Les tensions s’intensifient dans le domaine de la fonction publique alors que le projet de loi envisagé par le ministre de la Transformation et de la Fonction publiques, Stanislas Guerini, suscite une vague de critiques, en particulier de la part de FO-Fonction publique. Au cœur de cette controverse se trouve la question sensible de la suppression des catégories hiérarchiques, une mesure que le syndicat FO rejette catégoriquement.
Depuis le 9 avril, date marquant le début d'une concertation qui se prolongera jusqu'au 20 juin, les déclarations du ministre Guerini ont alimenté un mécontentement grandissant parmi les agents de la fonction publique. La volonté affichée de développer "l'efficacité de la fonction publique" se heurte à la résistance des syndicats, en particulier FO-Fonction publique, qui ont exprimé leur méfiance face à des mesures qu'ils estiment inacceptables.

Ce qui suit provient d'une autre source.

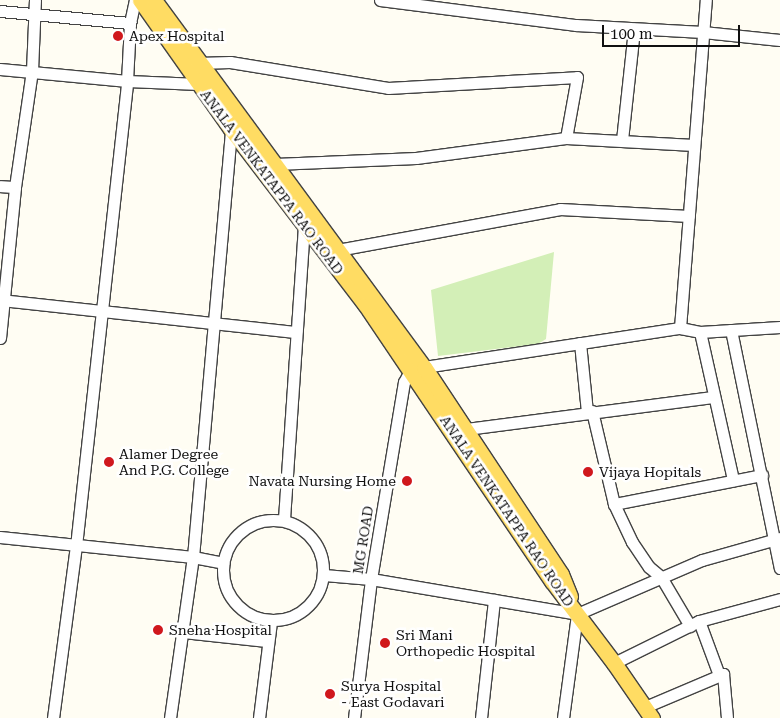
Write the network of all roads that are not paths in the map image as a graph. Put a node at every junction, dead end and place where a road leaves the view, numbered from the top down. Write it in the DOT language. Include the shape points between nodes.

Stanislas Guerini a mis en avant l'importance de revoir le système de rémunération en mettant l'accent sur le mérite, tout en pointant du doigt les catégories A, B et C comme étant désuètes et obsolètes. Selon lui, ces catégories, basées sur le diplôme initial, entravent la mobilité professionnelle et figent les carrières, empêchant ainsi une évolution adaptée aux besoins actuels.
Cependant, cette remise en question des catégories hiérarchiques est perçue comme une attaque directe contre le statut de la fonction publique, sans offrir de réelles perspectives d'amélioration pour les agents. Christian Grolier, secrétaire général de FO-Fonction publique, déclare sans équivoque : "On refuse la suppression des catégories !". Pour le syndicat, toute évolution devrait se faire dans le cadre d'une véritable amélioration des conditions de travail, incluant une revalorisation des grilles salariales, des possibilités de promotion plus transparentes et une augmentation des traitements indiciaires.
Dans ce contexte tendu, l'Union interfédérale FO s'apprête à exprimer sa détermination lors d'une rencontre avec des membres du cabinet du Premier ministre le 29 avril. De plus, une intersyndicale de la fonction publique est prévue le 6 mai, laissant présager de nouveaux développements dans ce bras de fer entre le gouvernement et les syndicats.
Alors que le débat autour de l'avenir de la fonction publique s'intensifie, il devient crucial de trouver un équilibre entre les exigences de modernisation et la préservation des acquis sociaux des agents. La période à venir s'annonce décisive pour l'avenir de ce secteur essentiel de notre société.